Qatar, acusada de comprar el Mundial

Blatter, presidente de la FIFA, en la picota
Blatter, presidente de la FIFA, en la picota

«France Football» desveló ayer en un reportaje de más de 20 páginas que Qatar compró el Mundial de 2022. Señala como implicados a Julio Grondona, presidente de la Federación Argentina; al de la brasileña, Ricardo Teixeira, y al máximo dirigente de la Confederación Suramericana, Nicolás Leoz. Denuncia que cuatro directivos de la FIFA cobraron del emirato 20 millones de dólares. Y alude a la posible influencia del presidente del Barcelona, Sandro Rosell.

Según la publicación, Qatar dedicó enormes cantidades de dinero a comprar los votos necesarios en el Comité Ejecutivo de la FIFA para organizar el Mundial, que logró el 2 de diciembre de 2010 con 14 votos, frente a los 8 de EE UU. En el centro del entramado, la revista sitúa al ex presidente de la Comisión Asiática de Fútbol, Mohamed ben Hammam, apartado después por sospechas de corrupción. En cuanto a Leoz, apuntan a que recibió al emir qatarí Hamad bin Khalifa al Thani, presidente de la Federación de su país, para firmar «acuerdos bilaterales» poco después de dar el Mundial a Qatar.
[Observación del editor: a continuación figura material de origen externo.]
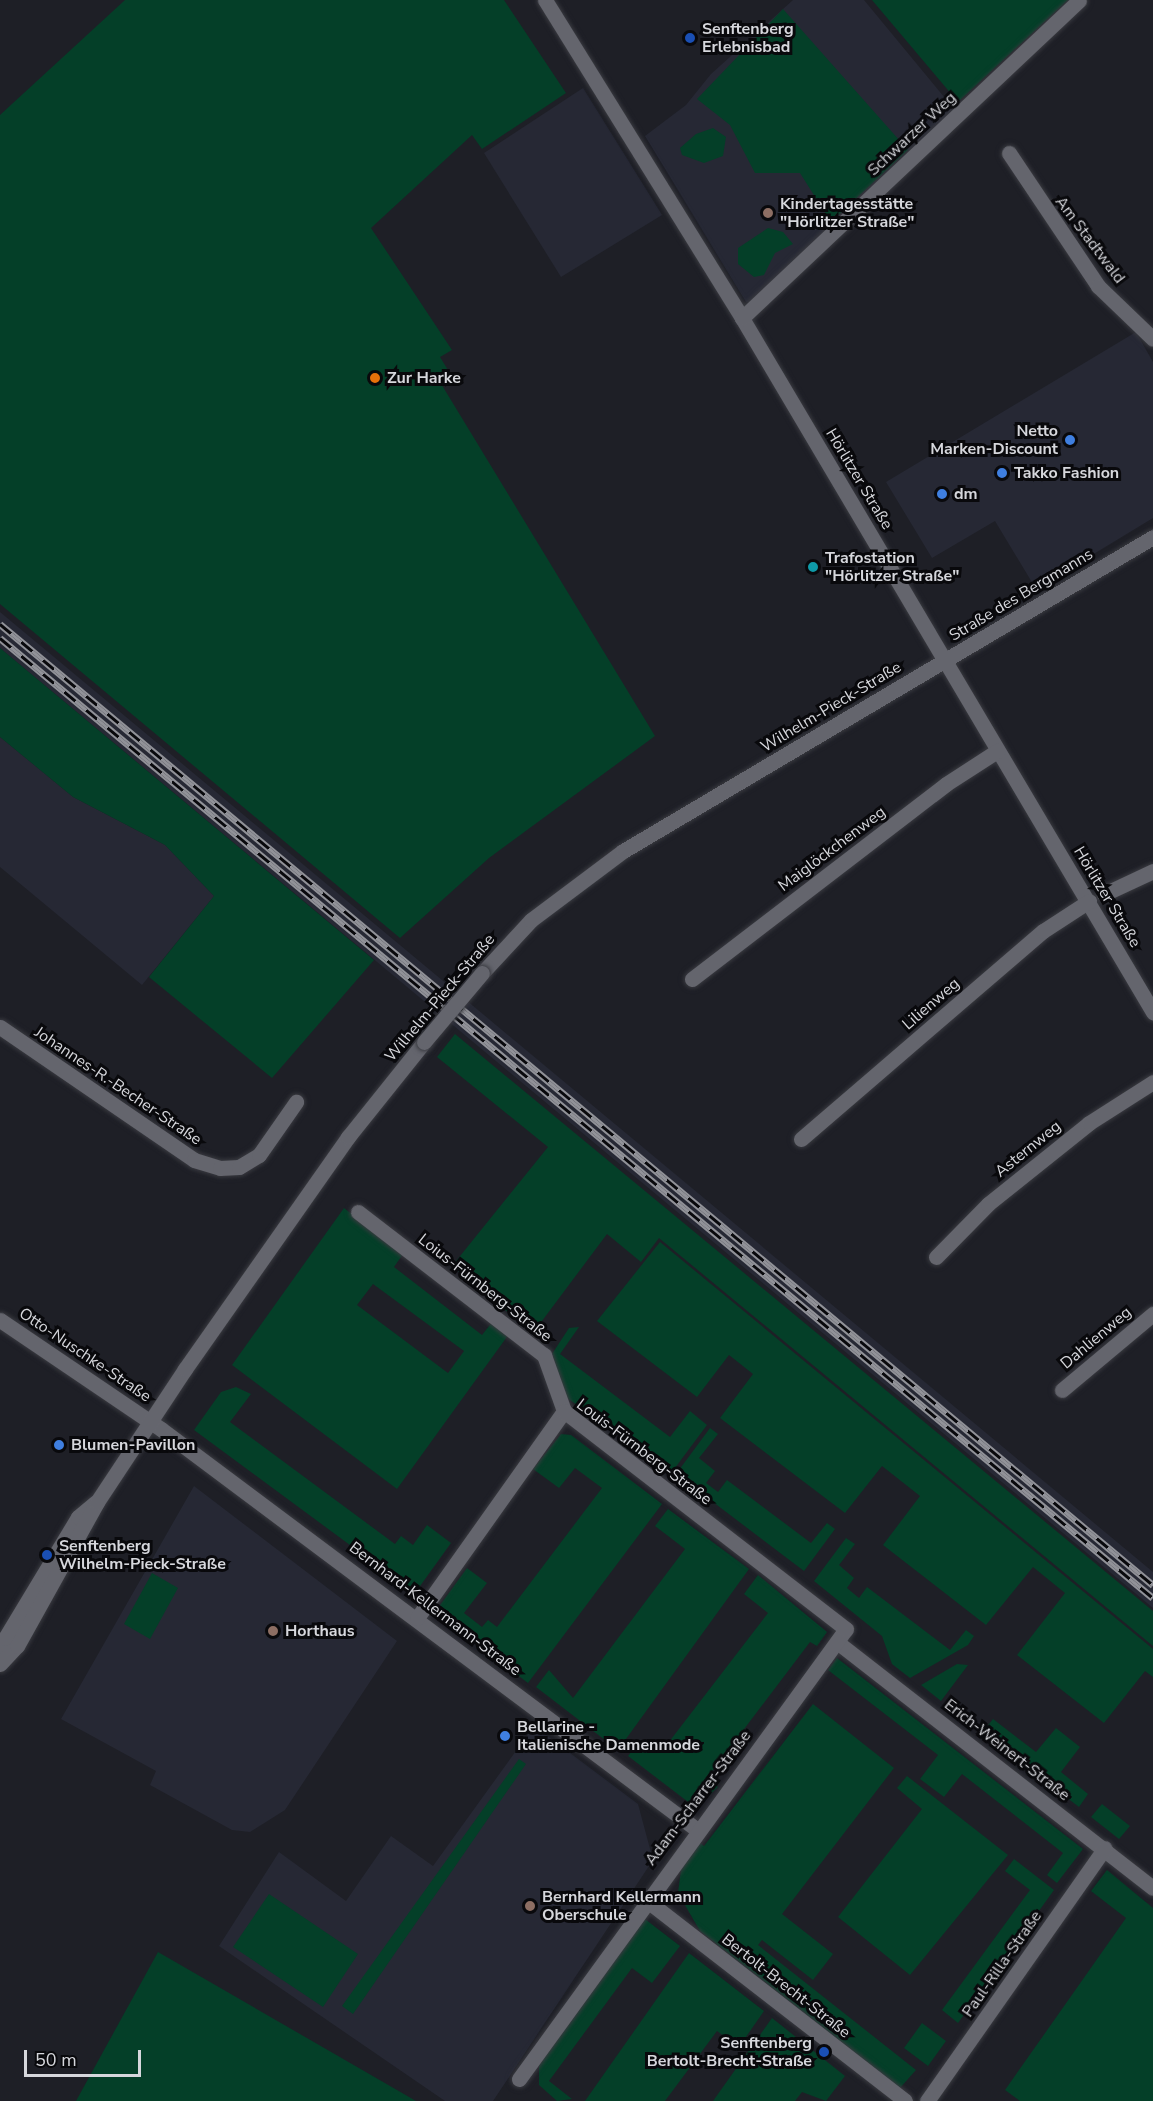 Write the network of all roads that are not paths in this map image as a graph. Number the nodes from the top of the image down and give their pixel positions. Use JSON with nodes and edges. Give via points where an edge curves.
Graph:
{"nodes":[{"id":1,"x":545,"y":0,"type":"edge"},
{"id":2,"x":1079,"y":0,"type":"edge"},
{"id":3,"x":1009,"y":153,"type":"dead end"},
{"id":4,"x":742,"y":318,"type":"junction"},
{"id":5,"x":1153,"y":339,"type":"edge"},
{"id":6,"x":1153,"y":537,"type":"edge"},
{"id":7,"x":1153,"y":548,"type":"edge"},
{"id":8,"x":1115,"y":560,"type":"junction"},
{"id":9,"x":945,"y":660,"type":"junction"},
{"id":10,"x":998,"y":751,"type":"junction"},
{"id":11,"x":1153,"y":870,"type":"edge"},
{"id":12,"x":1104,"y":894,"type":"dead end"},
{"id":13,"x":1089,"y":901,"type":"junction"},
{"id":14,"x":692,"y":979,"type":"dead end"},
{"id":15,"x":1153,"y":1012,"type":"edge"},
{"id":16,"x":0,"y":1027,"type":"edge"},
{"id":17,"x":1153,"y":1082,"type":"edge"},
{"id":18,"x":297,"y":1102,"type":"dead end"},
{"id":19,"x":801,"y":1139,"type":"dead end"},
{"id":20,"x":358,"y":1212,"type":"dead end"},
{"id":21,"x":936,"y":1257,"type":"dead end"},
{"id":22,"x":1153,"y":1314,"type":"edge"},
{"id":23,"x":0,"y":1320,"type":"edge"},
{"id":24,"x":1062,"y":1390,"type":"dead end"},
{"id":25,"x":564,"y":1411,"type":"junction"},
{"id":26,"x":150,"y":1420,"type":"junction"},
{"id":27,"x":417,"y":1618,"type":"junction"},
{"id":28,"x":846,"y":1629,"type":"joint"},
{"id":29,"x":837,"y":1642,"type":"junction"},
{"id":30,"x":1,"y":1661,"type":"edge"},
{"id":31,"x":696,"y":1829,"type":"junction"},
{"id":32,"x":1105,"y":1848,"type":"junction"},
{"id":33,"x":1153,"y":1888,"type":"edge"},
{"id":34,"x":645,"y":1899,"type":"junction"},
{"id":35,"x":519,"y":2079,"type":"dead end"},
{"id":36,"x":905,"y":2101,"type":"edge"},
{"id":37,"x":927,"y":2101,"type":"edge"}],
"edges":[{"from":1,"to":4,"type":"street","name":"Hörlitzer Straße"},
{"from":2,"to":4,"type":"street","name":"Schwarzer Weg"},
{"from":3,"to":5,"type":"street","name":"Am Stadtwald","via":[[1098,286]]},
{"from":4,"to":9,"type":"street","name":"Hörlitzer Straße"},
{"from":6,"to":8,"type":"street","name":"Straße des Bergmanns"},
{"from":7,"to":8,"type":"street","name":"Straße des Bergmanns"},
{"from":8,"to":9,"type":"street","name":"Straße des Bergmanns"},
{"from":9,"to":10,"type":"street","name":"Hörlitzer Straße"},
{"from":9,"to":26,"type":"street","name":"Wilhelm-Pieck-Straße","bridge":true,"via":[[623,851],[531,920],[482,973],[348,1137]]},
{"from":10,"to":13,"type":"street","name":"Hörlitzer Straße"},
{"from":10,"to":14,"type":"street","name":"Maiglöckchenweg","via":[[946,784]]},
{"from":11,"to":12,"type":"street"},
{"from":13,"to":15,"type":"street","name":"Hörlitzer Straße"},
{"from":13,"to":19,"type":"street","name":"Lilienweg","via":[[1043,931]]},
{"from":16,"to":18,"type":"street","name":"Johannes-R.-Becher-Straße","via":[[194,1160],[220,1168],[239,1167],[259,1155]]},
{"from":17,"to":21,"type":"street","name":"Asternweg","via":[[1089,1123],[988,1204]]},
{"from":20,"to":25,"type":"street","name":"Loius-Fürnberg-Straße","via":[[544,1355]]},
{"from":22,"to":24,"type":"street","name":"Dahlienweg"},
{"from":23,"to":26,"type":"street","name":"Otto-Nuschke-Straße"},
{"from":25,"to":27,"type":"street","name":"Louis-Fürnberg-Straße"},
{"from":25,"to":28,"type":"street","name":"Louis-Fürnberg-Straße"},
{"from":26,"to":27,"type":"street","name":"Bernhard-Kellermann-Straße"},
{"from":26,"to":30,"type":"street","name":"Wilhelm-Pieck-Straße","via":[[97,1502],[17,1646]]},
{"from":27,"to":31,"type":"street","name":"Bernhard-Kellermann-Straße"},
{"from":28,"to":29,"type":"street","name":"Adam-Scharrer-Straße"},
{"from":29,"to":31,"type":"street","name":"Adam-Scharrer-Straße"},
{"from":29,"to":32,"type":"street","name":"Erich-Weinert-Straße"},
{"from":31,"to":34,"type":"street","name":"Adam-Scharrer-Straße"},
{"from":32,"to":33,"type":"street","name":"Erich-Weinert-Straße"},
{"from":32,"to":37,"type":"street","name":"Paul-Rilla-Straße"},
{"from":34,"to":35,"type":"street","name":"Adam-Scharrer-Straße"},
{"from":34,"to":36,"type":"street","name":"Bertolt-Brecht-Straße"}]}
De Grondona señalan que está siendo investigado por varios casos en su país, muchos de ellos vinculados con Qatar, y recuerdan que el emirato pagó 7 millones de dólares para disputar en Doha un amistoso entre Argentina y Brasil unos días antes de la votación.

En Brasil, la revista recalca que Teixeira se encuentra «exiliado» en Florida para «escapar a múltiples casos de corrupción», muchos de ellos con dinero del Golfo Pérsico, y aquí es donde habla de Sandro Rosell, con quien Teixeira mantuvo una «estrecha relación» cuando el presidente del Barça era el director de mercadotecnia de Nike. «France Football» recuerda que «los contactos de Rosell con Qatar intrigan y no son inocentes». Alude la revista al contrato de patrocinio firmado por el Barcelona, ya con Rosell en la presidencia, con la «Qatar Foundation», y que el año que viene «heredará» Qatar Airways.
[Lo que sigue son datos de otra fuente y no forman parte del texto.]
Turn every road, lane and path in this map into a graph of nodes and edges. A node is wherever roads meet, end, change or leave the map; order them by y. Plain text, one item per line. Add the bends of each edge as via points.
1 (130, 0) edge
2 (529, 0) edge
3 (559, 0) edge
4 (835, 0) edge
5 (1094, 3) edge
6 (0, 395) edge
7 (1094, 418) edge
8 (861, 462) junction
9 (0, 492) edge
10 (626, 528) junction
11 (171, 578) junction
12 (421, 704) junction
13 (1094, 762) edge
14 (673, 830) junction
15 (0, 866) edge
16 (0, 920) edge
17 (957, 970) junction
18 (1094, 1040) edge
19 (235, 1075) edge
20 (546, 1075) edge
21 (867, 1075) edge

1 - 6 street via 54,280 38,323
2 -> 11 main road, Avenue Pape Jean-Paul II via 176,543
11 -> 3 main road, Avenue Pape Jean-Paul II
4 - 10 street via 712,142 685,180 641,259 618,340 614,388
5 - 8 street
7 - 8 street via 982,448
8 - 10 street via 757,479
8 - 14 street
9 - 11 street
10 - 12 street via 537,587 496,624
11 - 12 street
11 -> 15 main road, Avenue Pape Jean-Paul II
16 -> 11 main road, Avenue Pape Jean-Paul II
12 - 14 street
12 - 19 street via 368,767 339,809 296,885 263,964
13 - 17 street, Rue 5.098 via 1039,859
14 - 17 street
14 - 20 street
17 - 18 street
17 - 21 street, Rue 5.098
La investigación de la revista también advierte de posibles ramificaciones francesas en la trama. El expresidente Nicolas Sarkozy se reunió con Tamin bin Hamad al-Thani justo antes del voto de diciembre de 2010, un encuentro al que también asistió el presidente de la UEFA, Michel Platini. Tras esa reunión, Platini cambió el sentido de su voto, de Estados Unidos a Qatar.